TASK DESCRIPTION:
Reply only with how many lines in these entries hold the string "Osmond".

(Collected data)
#####
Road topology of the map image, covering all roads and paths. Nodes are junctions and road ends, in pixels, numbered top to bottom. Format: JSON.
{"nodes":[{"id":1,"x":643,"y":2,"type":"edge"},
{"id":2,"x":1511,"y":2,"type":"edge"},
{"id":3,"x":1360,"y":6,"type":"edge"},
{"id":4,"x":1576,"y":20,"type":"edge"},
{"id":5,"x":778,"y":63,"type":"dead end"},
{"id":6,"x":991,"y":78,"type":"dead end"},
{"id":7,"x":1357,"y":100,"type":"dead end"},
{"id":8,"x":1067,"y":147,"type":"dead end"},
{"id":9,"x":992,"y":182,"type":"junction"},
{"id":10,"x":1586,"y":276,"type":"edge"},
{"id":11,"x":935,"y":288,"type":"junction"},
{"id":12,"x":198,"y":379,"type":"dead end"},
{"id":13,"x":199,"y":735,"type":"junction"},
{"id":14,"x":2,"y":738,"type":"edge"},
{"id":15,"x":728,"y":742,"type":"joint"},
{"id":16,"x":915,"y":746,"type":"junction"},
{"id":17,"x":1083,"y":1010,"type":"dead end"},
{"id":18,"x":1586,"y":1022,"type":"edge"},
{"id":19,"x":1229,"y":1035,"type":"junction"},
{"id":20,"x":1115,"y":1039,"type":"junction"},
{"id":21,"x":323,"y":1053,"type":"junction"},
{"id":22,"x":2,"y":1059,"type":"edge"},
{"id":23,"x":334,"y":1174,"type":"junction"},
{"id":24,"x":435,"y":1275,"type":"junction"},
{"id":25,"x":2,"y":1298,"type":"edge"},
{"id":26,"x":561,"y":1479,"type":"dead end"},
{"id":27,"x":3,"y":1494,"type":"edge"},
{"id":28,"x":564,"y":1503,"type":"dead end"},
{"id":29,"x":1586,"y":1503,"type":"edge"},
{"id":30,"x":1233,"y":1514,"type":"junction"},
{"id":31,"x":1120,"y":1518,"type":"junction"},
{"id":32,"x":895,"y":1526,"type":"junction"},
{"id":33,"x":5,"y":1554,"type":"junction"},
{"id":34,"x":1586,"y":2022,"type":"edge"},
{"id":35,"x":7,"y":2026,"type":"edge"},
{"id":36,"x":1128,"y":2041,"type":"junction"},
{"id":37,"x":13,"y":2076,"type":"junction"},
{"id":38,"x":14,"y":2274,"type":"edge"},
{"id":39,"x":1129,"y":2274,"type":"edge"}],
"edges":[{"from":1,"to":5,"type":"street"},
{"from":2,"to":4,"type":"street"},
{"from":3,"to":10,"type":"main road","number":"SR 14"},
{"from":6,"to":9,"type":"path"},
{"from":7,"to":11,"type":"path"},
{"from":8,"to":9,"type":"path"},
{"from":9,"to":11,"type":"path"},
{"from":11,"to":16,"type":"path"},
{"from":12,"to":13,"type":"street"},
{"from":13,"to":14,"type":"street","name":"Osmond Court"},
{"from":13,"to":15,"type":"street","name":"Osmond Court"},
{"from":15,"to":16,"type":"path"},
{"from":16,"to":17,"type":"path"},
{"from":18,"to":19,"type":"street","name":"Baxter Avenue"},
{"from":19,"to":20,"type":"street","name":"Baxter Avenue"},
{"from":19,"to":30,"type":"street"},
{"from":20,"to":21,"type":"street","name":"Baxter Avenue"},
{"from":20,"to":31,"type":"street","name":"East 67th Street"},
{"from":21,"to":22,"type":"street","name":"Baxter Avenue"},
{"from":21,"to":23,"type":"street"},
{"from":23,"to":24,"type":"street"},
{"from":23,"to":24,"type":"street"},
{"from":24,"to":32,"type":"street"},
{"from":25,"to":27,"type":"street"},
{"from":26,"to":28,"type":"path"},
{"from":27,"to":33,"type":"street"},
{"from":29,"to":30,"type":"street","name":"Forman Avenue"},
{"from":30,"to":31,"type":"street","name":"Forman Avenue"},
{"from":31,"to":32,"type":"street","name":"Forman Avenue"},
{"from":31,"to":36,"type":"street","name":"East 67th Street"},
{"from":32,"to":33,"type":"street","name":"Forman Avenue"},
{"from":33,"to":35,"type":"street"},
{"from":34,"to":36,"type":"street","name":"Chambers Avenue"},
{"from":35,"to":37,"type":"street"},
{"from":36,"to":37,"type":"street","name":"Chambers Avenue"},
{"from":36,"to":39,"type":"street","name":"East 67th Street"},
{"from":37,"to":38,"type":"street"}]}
#####
RESPONSE TO THE EXERCISE:
2